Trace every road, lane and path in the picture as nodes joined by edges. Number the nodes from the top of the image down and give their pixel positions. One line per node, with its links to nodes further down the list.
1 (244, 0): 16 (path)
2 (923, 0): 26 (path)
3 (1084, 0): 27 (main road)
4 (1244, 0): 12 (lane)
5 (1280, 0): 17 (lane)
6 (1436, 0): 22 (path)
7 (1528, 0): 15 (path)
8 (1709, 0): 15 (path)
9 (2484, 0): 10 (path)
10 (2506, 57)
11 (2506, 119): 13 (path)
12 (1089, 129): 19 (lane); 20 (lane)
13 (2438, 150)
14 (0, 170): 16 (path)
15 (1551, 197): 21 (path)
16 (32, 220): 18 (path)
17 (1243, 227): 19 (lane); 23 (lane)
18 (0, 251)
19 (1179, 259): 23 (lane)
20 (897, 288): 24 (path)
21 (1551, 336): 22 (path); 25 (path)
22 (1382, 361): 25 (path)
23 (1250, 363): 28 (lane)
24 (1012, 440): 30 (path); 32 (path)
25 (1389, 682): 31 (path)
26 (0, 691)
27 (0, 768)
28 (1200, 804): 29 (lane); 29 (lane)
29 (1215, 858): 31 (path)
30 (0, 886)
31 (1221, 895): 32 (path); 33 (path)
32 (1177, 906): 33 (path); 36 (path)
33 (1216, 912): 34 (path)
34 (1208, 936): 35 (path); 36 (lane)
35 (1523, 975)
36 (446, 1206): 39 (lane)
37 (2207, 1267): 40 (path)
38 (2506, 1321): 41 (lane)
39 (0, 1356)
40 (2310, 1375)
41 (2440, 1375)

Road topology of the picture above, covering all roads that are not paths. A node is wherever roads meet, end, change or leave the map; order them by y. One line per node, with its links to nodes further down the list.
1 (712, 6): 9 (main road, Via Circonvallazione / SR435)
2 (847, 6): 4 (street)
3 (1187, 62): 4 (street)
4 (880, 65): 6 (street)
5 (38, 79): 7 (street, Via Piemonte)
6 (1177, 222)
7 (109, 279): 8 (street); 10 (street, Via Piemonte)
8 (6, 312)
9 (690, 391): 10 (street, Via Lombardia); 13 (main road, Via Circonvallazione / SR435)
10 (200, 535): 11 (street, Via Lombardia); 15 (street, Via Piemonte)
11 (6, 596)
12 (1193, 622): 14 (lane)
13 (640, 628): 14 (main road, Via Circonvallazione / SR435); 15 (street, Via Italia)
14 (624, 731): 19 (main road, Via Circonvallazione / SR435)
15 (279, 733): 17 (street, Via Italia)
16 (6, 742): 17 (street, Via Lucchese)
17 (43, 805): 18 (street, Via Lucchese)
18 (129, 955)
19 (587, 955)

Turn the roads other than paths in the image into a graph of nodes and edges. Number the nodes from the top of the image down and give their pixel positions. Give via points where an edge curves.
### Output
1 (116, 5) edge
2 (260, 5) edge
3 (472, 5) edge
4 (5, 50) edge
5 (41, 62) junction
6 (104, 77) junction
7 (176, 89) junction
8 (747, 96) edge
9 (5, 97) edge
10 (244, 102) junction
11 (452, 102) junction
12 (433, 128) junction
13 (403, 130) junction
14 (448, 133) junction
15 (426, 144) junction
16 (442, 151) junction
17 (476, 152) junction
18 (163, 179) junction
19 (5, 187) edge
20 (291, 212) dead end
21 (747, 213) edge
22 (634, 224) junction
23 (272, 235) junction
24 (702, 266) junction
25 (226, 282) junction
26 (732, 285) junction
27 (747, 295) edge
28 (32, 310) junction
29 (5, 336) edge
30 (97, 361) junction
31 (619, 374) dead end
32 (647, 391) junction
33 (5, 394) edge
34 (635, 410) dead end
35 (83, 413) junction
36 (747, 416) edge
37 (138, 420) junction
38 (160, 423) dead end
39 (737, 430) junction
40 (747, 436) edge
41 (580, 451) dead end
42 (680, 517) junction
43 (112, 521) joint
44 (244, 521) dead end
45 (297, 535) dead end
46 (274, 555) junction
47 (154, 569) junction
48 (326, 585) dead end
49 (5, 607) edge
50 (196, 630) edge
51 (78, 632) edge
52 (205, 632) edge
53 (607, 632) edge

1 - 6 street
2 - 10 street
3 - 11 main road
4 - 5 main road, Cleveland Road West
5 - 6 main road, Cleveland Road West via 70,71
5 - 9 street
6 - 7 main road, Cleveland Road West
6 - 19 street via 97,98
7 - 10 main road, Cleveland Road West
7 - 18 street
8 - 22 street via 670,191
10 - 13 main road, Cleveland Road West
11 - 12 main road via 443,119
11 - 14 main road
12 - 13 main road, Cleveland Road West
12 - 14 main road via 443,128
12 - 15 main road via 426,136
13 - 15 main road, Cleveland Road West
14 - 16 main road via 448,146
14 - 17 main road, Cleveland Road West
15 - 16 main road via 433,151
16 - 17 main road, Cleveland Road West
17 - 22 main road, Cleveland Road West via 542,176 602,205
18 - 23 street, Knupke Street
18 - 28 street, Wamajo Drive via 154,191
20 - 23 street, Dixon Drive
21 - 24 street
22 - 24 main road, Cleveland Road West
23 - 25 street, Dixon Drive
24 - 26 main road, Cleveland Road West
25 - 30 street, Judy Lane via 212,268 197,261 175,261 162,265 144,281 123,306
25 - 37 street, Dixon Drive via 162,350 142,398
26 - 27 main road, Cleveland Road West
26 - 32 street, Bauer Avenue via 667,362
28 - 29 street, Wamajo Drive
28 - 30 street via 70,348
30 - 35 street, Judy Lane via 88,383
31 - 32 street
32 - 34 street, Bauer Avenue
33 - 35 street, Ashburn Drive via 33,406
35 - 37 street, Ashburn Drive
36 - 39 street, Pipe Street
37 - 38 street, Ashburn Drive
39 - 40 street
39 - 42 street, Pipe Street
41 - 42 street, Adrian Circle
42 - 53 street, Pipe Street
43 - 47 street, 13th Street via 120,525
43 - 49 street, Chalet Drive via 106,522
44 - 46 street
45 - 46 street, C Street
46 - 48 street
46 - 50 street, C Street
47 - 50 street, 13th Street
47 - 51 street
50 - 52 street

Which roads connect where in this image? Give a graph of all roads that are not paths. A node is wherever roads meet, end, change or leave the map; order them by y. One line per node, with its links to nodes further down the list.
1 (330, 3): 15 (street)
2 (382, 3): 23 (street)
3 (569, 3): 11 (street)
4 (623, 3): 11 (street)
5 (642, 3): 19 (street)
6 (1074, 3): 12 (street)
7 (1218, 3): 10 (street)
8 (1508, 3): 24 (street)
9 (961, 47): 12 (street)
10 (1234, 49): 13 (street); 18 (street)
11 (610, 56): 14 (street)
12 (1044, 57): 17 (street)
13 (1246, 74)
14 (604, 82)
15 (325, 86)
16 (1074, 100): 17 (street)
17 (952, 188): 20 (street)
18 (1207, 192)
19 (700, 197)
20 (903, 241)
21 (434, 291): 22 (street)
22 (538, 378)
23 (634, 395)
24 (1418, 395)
▬▬▬
**Your assignment**
Taking the lines above, repeat exactly those from the line that contains "Road topology of" through the line that contains "Turn the roads", and both of those lines as well. Include nothing else.

**Answer area**
Road topology of the picture above, covering all roads that are not paths. A node is wherever roads meet, end, change or leave the map; order them by y. One line per node, with its links to nodes further down the list.
1 (712, 6): 9 (main road, Via Circonvallazione / SR435)
2 (847, 6): 4 (street)
3 (1187, 62): 4 (street)
4 (880, 65): 6 (street)
5 (38, 79): 7 (street, Via Piemonte)
6 (1177, 222)
7 (109, 279): 8 (street); 10 (street, Via Piemonte)
8 (6, 312)
9 (690, 391): 10 (street, Via Lombardia); 13 (main road, Via Circonvallazione / SR435)
10 (200, 535): 11 (street, Via Lombardia); 15 (street, Via Piemonte)
11 (6, 596)
12 (1193, 622): 14 (lane)
13 (640, 628): 14 (main road, Via Circonvallazione / SR435); 15 (street, Via Italia)
14 (624, 731): 19 (main road, Via Circonvallazione / SR435)
15 (279, 733): 17 (street, Via Italia)
16 (6, 742): 17 (street, Via Lucchese)
17 (43, 805): 18 (street, Via Lucchese)
18 (129, 955)
19 (587, 955)

Turn the roads other than paths in the image into a graph of nodes and edges. Number the nodes from the top of the image down and give their pixel positions. Give via points where an edge curves.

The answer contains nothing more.